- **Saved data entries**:
★ ★ ★ ★ ★ ★ ★

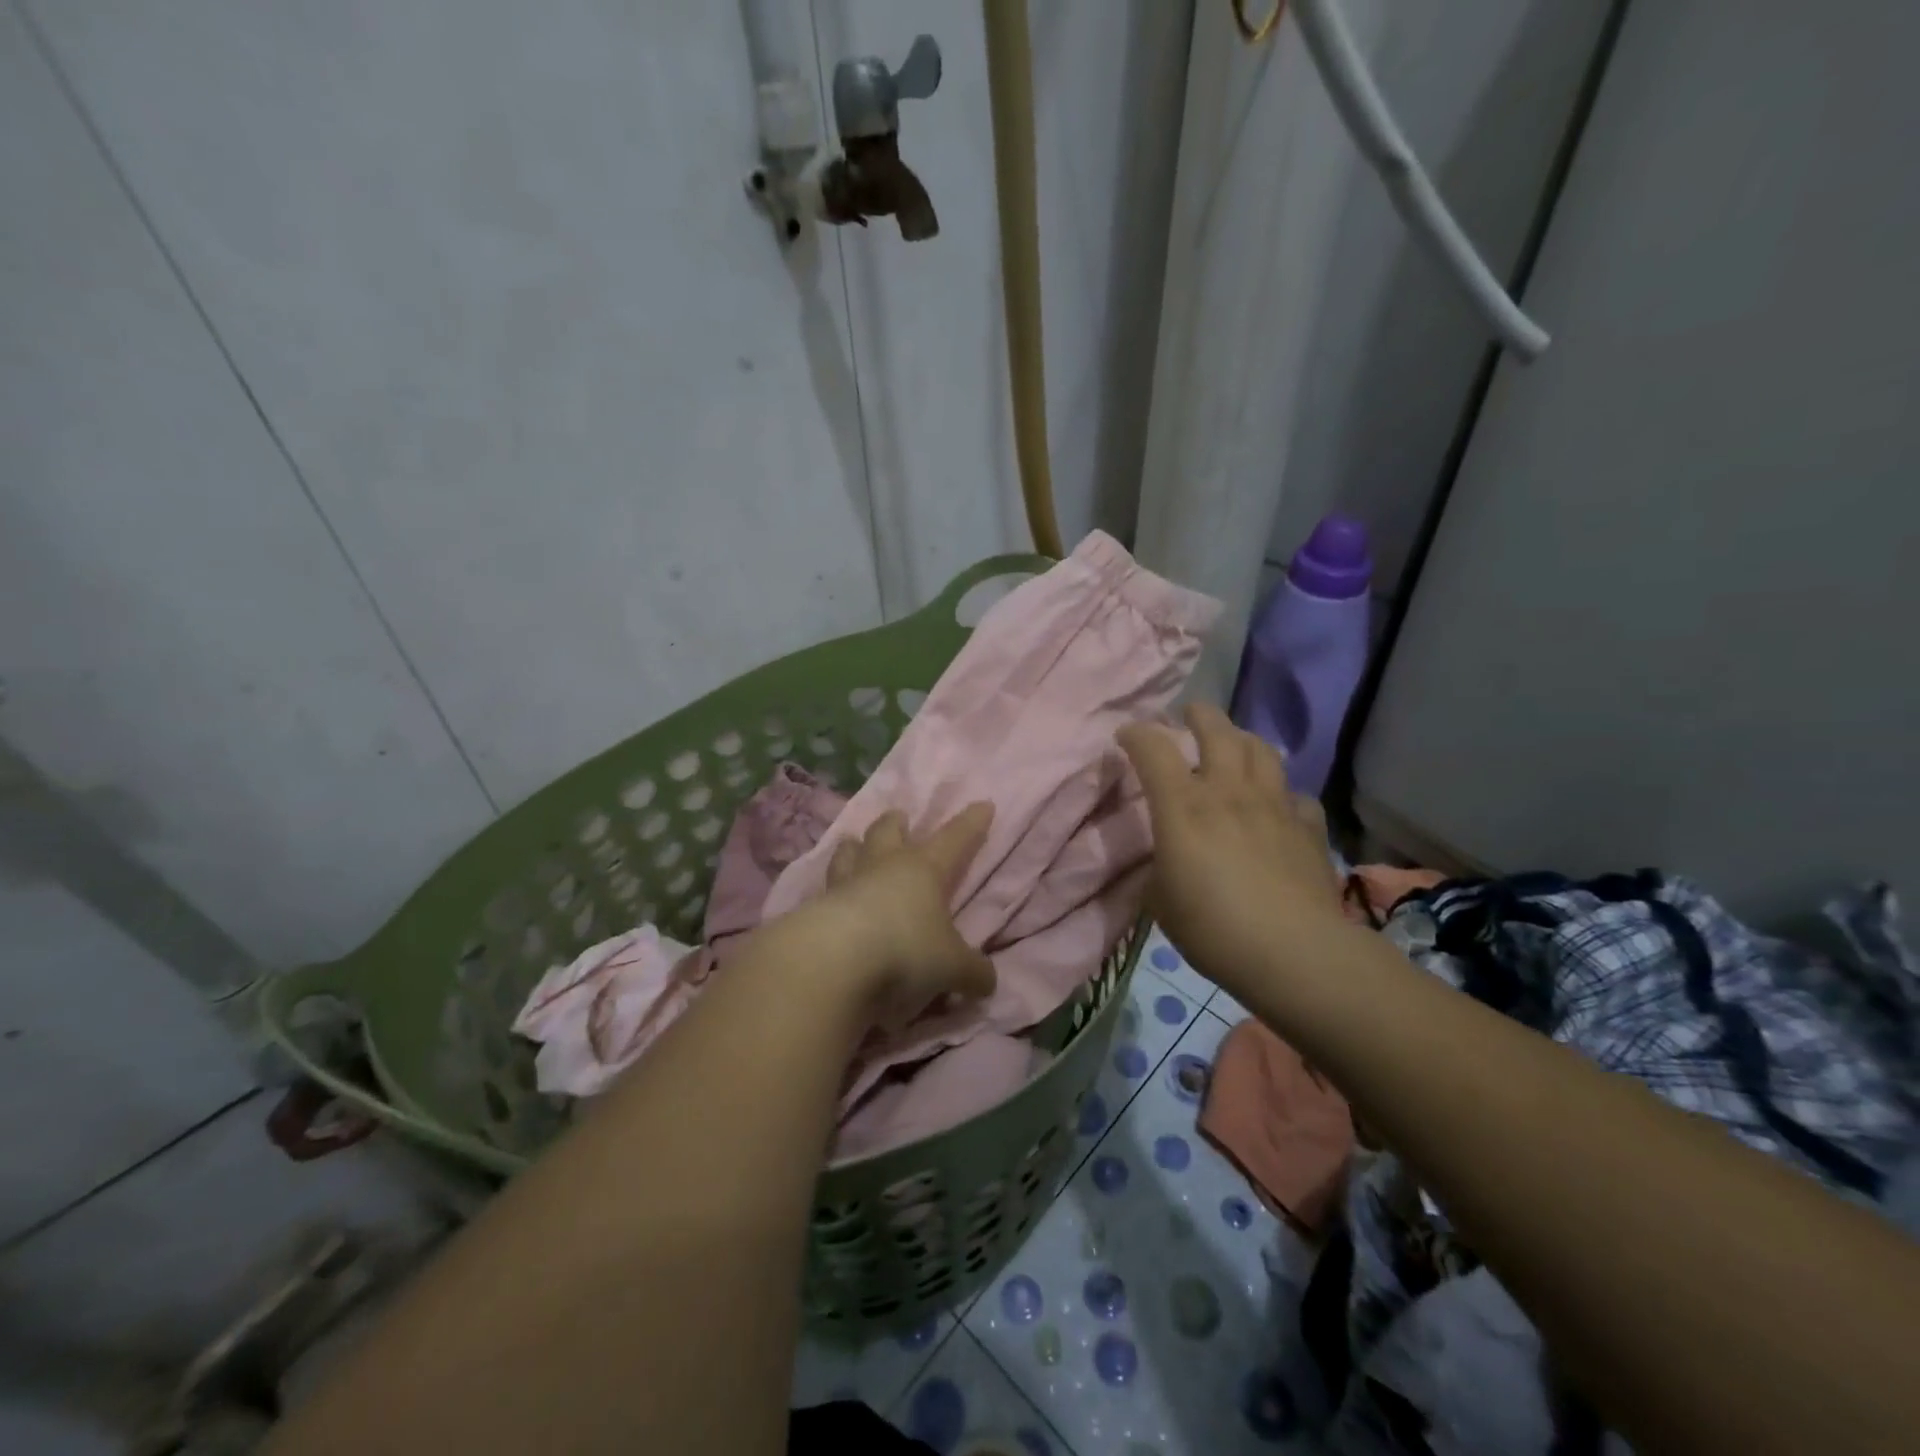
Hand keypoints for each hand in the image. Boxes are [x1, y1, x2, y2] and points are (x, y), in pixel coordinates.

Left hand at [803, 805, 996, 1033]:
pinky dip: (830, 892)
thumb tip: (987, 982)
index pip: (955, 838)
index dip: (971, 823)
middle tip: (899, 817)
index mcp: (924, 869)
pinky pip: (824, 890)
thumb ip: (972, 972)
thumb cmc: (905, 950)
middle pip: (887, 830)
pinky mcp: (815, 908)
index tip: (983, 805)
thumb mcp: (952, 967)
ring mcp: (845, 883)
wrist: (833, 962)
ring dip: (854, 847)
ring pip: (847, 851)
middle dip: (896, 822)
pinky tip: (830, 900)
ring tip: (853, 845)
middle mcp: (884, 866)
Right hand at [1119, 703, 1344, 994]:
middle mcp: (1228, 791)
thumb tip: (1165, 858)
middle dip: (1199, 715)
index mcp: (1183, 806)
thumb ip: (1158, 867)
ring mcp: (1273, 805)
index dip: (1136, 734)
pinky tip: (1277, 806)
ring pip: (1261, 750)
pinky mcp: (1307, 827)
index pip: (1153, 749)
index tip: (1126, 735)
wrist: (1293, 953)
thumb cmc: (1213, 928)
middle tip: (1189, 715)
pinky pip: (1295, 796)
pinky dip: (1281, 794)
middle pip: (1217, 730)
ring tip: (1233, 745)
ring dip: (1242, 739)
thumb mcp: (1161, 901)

★ ★ ★ ★ ★ ★ ★

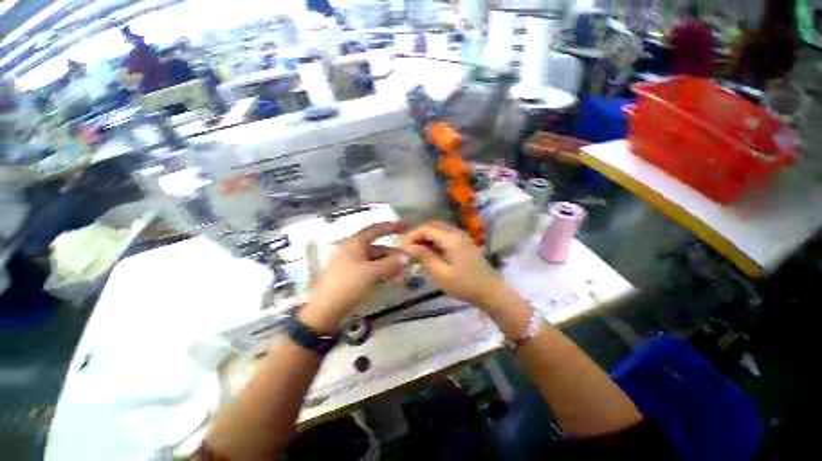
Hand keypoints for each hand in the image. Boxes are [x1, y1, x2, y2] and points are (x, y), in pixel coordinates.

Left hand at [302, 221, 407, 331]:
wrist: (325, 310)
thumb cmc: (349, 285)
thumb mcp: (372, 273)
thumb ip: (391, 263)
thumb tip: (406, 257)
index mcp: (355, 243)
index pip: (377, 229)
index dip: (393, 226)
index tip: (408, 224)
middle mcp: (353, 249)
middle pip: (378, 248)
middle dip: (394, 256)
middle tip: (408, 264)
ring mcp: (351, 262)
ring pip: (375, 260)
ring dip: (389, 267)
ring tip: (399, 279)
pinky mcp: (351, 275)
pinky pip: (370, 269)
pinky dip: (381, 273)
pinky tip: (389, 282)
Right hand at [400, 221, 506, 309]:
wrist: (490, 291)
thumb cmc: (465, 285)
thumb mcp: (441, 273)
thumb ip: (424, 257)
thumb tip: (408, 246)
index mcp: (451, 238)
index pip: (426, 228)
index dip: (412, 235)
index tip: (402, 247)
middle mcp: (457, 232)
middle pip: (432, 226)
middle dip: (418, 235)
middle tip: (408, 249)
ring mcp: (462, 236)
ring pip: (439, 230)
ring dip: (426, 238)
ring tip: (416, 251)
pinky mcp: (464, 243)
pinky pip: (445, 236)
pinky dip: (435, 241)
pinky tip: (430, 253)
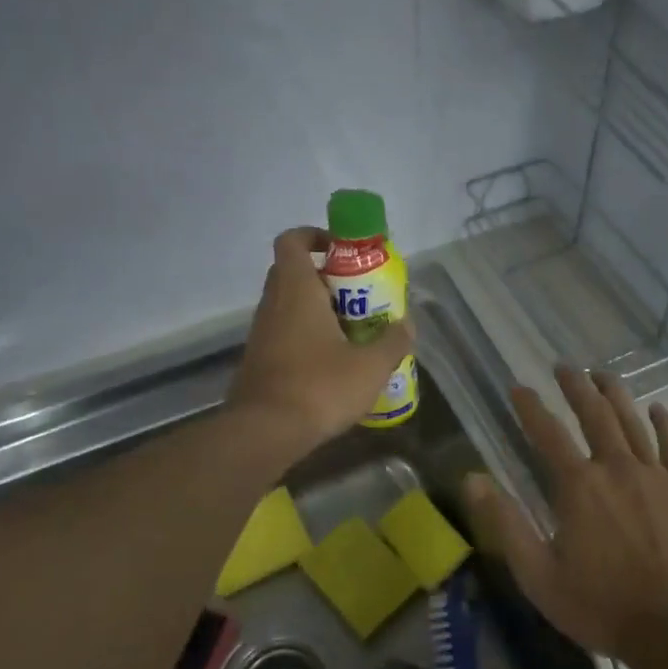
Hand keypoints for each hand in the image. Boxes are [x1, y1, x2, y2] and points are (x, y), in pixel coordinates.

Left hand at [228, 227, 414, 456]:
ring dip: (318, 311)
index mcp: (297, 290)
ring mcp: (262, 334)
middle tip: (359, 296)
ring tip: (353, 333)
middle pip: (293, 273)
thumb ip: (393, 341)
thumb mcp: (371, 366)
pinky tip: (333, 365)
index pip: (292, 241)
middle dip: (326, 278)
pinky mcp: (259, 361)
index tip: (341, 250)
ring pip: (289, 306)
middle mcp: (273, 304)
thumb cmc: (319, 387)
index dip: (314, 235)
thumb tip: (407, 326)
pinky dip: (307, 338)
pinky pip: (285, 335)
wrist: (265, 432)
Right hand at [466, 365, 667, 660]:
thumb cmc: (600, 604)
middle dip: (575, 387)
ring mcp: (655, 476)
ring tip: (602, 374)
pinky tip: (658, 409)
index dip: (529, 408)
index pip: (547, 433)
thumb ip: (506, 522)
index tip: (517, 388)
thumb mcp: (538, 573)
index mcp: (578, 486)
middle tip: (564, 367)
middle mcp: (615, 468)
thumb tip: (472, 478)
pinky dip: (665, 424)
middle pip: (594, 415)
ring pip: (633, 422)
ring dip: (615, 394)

★ ★ ★ ★ ★ ★ ★

- **What this task involves**:
With the pictures omitted, restate word for word the lines above from the line that has "pinky dip: (381, 273)" up to and including the line that has "middle dip: (575, 387)", and no other lines.

- **Completed exercise**:
pinky dip: (381, 273)
pinky tip: (389, 282)
Right hand at [400, 221, 506, 309]:
wrist: (490, 291)
thumb cmc: (465, 285)
thumb mcp: (441, 273)
thumb ip: (424, 257)
thumb tip: (408, 246)
index mcp: (451, 238)
index pip: (426, 228)
index dip: (412, 235)
index tip: (402, 247)
middle mcp: (457, 232)
middle pip: (432, 226)
middle dip: (418, 235)
middle tip: (408, 249)
ring mcp: (462, 236)
ring pip: (439, 230)
ring dip: (426, 238)
ring tip: (416, 251)
pinky mcp: (464, 243)
pinky pip: (445, 236)
pinky dip: (435, 241)
pinky tip: (430, 253)
Hand keypoints for each hand in the image. Boxes are [x1, y1, x2, y2] and points are (x, y), in pixel coordinates.

Left hand at [228, 227, 414, 456]:
ring dip: (318, 311)
index mcp: (297, 290)
ring mcp: (262, 334)
middle tip: (359, 296)
ring tip: (353, 333)
middle pip: (293, 273)
thumb ip: (393, 341)
thumb mcp: (371, 366)
pinky tip: (333, 365)
index pip: (292, 241)
middle dip: (326, 278)
pinky mcp: (259, 361)
index tip: (341, 250)
ring pip: (289, 306)
middle mcp: (273, 304)
thumb cmc: (319, 387)
index dip: (314, 235)
thumb tip: (407, 326)
pinky dip: (307, 338)
pinky pip: (285, 335)
wrist: (265, 432)
Right hand at [466, 365, 667, 660]:
thumb cmc: (600, 604)
middle dip: (575, 387)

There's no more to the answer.